Entonces surgieron episodios más “experimentales”, como los describe el productor. Entre ellos, El cartel, de duración extralarga para los estándares de la serie. “Muy al principio, empezamos a hablar de que nos gustaría hacer tres temporadas y una película. Lo planteábamos como un sueño”. Cuando se anunció que la tercera entrega concluiría con un especial, surgieron las dudas: ¿podría significar eso que se acercaba el final de la serie? “Definitivamente, habrá más Bluey”, aclara el productor, para despejar dudas.

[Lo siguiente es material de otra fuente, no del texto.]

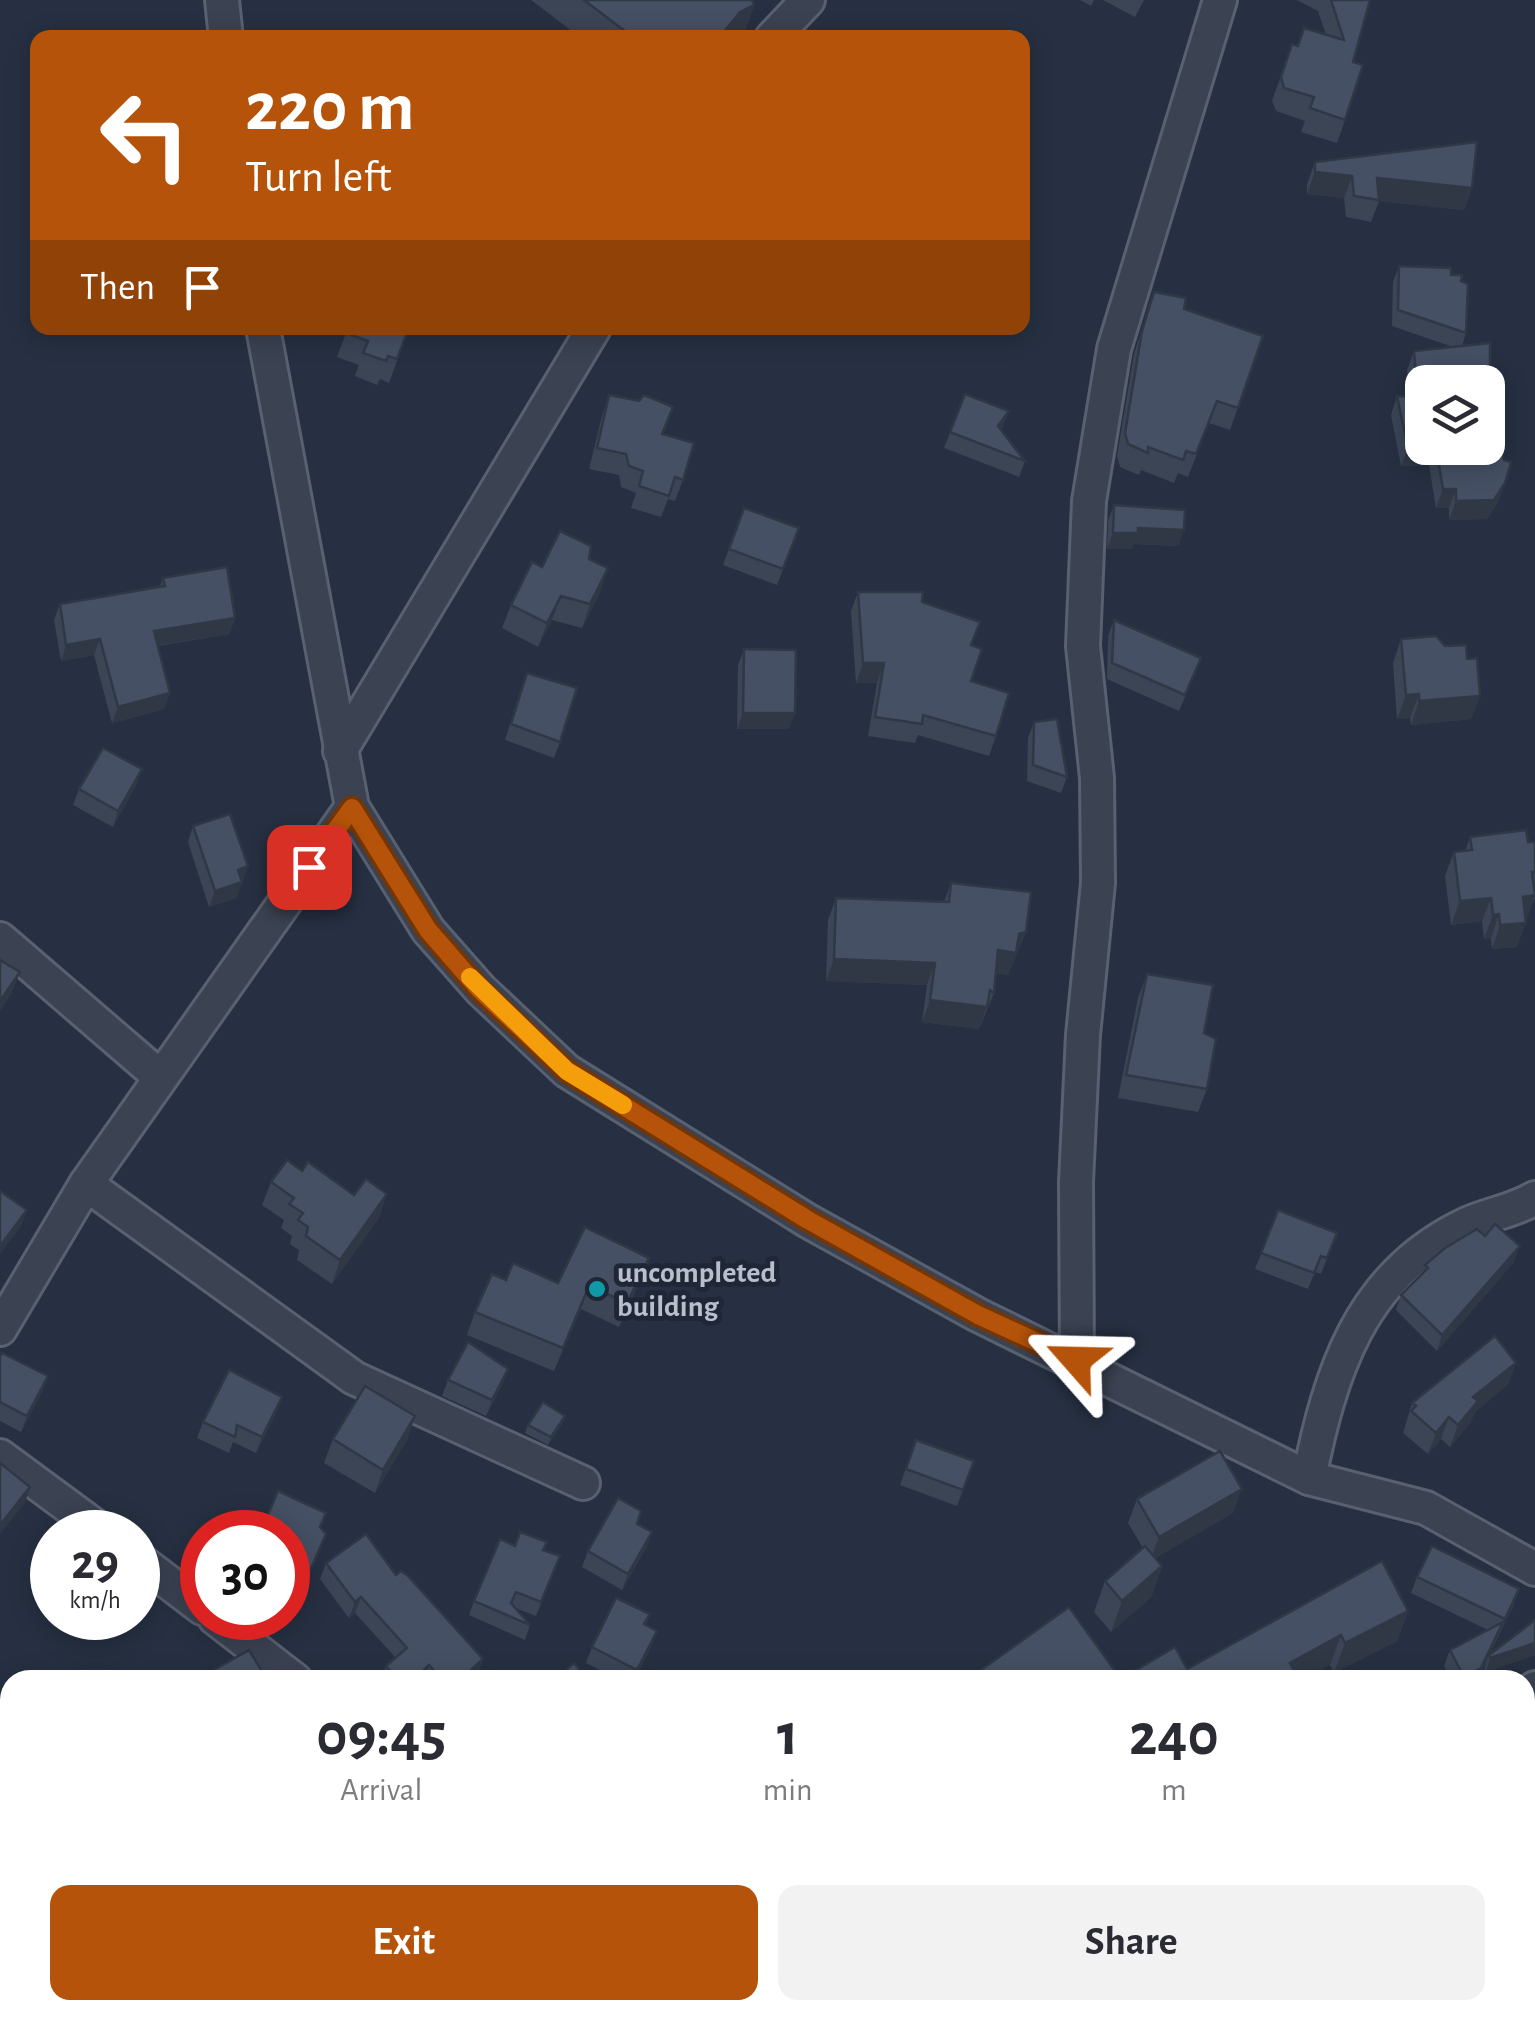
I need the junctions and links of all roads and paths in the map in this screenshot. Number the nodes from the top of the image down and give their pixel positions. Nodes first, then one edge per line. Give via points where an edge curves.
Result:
1 (222, 0) edge
2 (808, 0) edge
3 (1220, 0) edge
4 (225, 30) edge
5 (780, 30) edge
6 (263, 335) edge
7 (590, 335) edge
8 (340, 751) junction
9 (352, 808) junction
10 (0, 939) edge
11 (159, 1076) junction
12 (86, 1184) junction
13 (1535, 1198) edge
14 (0, 1329) edge
15 (1076, 1360) junction
16 (0, 1456) edge
17 (1310, 1478) junction
18 (584, 1483) dead end
19 (73, 1510) edge
20 (1535, 1569) edge
21 (160, 1575) edge
22 (180, 1591) edge
23 (243, 1640) edge
24 (282, 1670) edge

1 - 4 street
2 - 5 street
3 - 15 street via 1114,349 1089,501 1083,646 1097,778 1098,883 1076,1182
6 - 8 street
7 - 8 street
8 - 9 street
9 - 11 street
9 - 15 street via 428,930 480,990 567,1071 808,1220 978,1315
10 - 11 street
11 - 12 street
12 - 14 street
12 - 18 street via 354,1378
13 - 17 street via 1464,1225 1418,1254 1384,1288 1340,1360
15 - 17 street
16 - 19 street
17 - 20 street via 1426,1508
21 - 22 street
23 - 24 street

¿Por qué, con sus colores pastel y su animación en 2D, Bluey destaca entre el resto de series de animación actuales? Para Pearson, la clave está en la gente que la hace. Casualmente, tanto Brumm como Aspinwall y David McCormack, que pone la voz al padre, Bandit, son padres de dos niñas. “Quienes hacen la serie están viviendo la serie. Diría que es una serie de autor. No es una invención, está llena de material muy real”, cuenta. Tampoco oculta que hay un poco de idealismo detrás de su representación de la paternidad, especialmente en la figura del padre, compañero habitual de juegos de sus hijas. “En realidad, solo estamos viendo siete minutos de sus días, los siete mejores minutos”, ríe Pearson cuando se le pregunta por esa paternidad idealizada. “Bandit y Chilli están escritos como personajes aspiracionales. Nadie es como ellos. Es la mejor versión de nosotros, pero son un sueño. En El cartel, por ejemplo, se les ve pasar por altos y bajos”.

En palabras del cofundador del estudio de animación, el éxito internacional no ha cambiado a Bluey. “Si acaso, ha aumentado la conciencia de la responsabilidad que tenemos de crear las mejores historias y ha hecho que estemos mucho más ocupados. Llevamos una vida casi monacal de dedicación a la serie”. Y cuenta una anécdota: “Recuerdo que la primera crítica que vi fue en The New York Times. Decía algo así como ‘esta serie situada en una isla tropical…’. Hablaban como si Australia fuera un lugar de fantasía, como si Brisbane y Australia no existieran”, ríe.